- Srinagar Colony Location in Andhra Pradesh, India Srinagar Colony Srinagar Colony (Telangana) Srinagar Colony Srinagar Colony (India)
- Coordinates: 17°24′59″N 78°26′18″E﻿ / ﻿17.416471°N 78.438247°E
- Country: India
- State: Telangana
- District: Hyderabad
- Metro: Hyderabad

Government
- • Body: GHMC

Languages
- • Official: Telugu
- Time zone: UTC+5:30 (IST)
- PIN: 500 073
- Lok Sabha constituency: Secunderabad Lok Sabha constituency
- Vidhan Sabha constituency: Khairatabad Assembly constituency
- Planning agency: GHMC

= Srinagar Colony =

Neighbourhood in Hyderabad, Telangana, India

Srinagar Colony is an important commercial and residential area in the western part of Hyderabad, Telangana, India. It formed Ward No. 104 of Greater Hyderabad Municipal Corporation in 2009.
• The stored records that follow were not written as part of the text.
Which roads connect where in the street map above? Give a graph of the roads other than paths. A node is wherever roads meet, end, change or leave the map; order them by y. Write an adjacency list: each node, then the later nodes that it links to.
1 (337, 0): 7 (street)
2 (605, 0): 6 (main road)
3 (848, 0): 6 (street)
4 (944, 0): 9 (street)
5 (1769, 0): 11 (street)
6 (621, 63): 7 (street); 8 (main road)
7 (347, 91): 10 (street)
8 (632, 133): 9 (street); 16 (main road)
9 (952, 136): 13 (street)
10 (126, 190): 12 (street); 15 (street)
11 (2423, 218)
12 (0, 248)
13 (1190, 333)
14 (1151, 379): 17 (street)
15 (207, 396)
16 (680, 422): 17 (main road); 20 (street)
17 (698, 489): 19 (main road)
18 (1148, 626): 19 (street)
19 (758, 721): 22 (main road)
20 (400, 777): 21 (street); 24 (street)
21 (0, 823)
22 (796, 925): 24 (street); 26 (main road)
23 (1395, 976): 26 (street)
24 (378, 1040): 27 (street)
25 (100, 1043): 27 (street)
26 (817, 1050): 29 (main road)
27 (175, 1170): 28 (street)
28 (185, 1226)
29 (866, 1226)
Because the area is close to Madhapur, with many working software professionals, it is a popular residential area, with a growing number of higher-valued flats. The area has also seen a large increase in real estate prices in recent years.

==Commercial area==
There are many banks, supermarkets and restaurants located in this suburb. There are many software companies which have made Srinagar colony their base. Many malls and theatres like RK Cineplex (PVR RK Cineplex), Hyderabad Central, PVR Cinemas, Big Bazaar (Big Cinemas), Cinemax, and GVK One (Inox) are within 1 to 2 km distance. Ameerpet is very close, which is a major shopping center also a capital of Software training. Most of them have made Srinagar colony their residence.

==Residential area==
Srinagar Colony of Hyderabad is a posh suburban neighbourhood to the west of Hyderabad, Telangana. It is one of the best residential location in the city with rental prices up to Rs.60,000.00 for a three-bedroom flat (furnished flats rent for up to Rs.70,000.00). Most building in the area are five floors, with lot of small parks along the road. Ganapathi Complex is very famous meeting place for television stars. This landmark is known for its many artists of cinema and television stars.

==Transport==
The buses run by TGSRTC connect Srinagar colony to all parts of the city. There is also a mini-bus service called as Setwin service. The closest MMTS Train station is at Begumpet. The nearest metro stations are Yousufguda Metro Station, Road No. 5 Jubilee Hills Metro Station and Ameerpet Metro Station.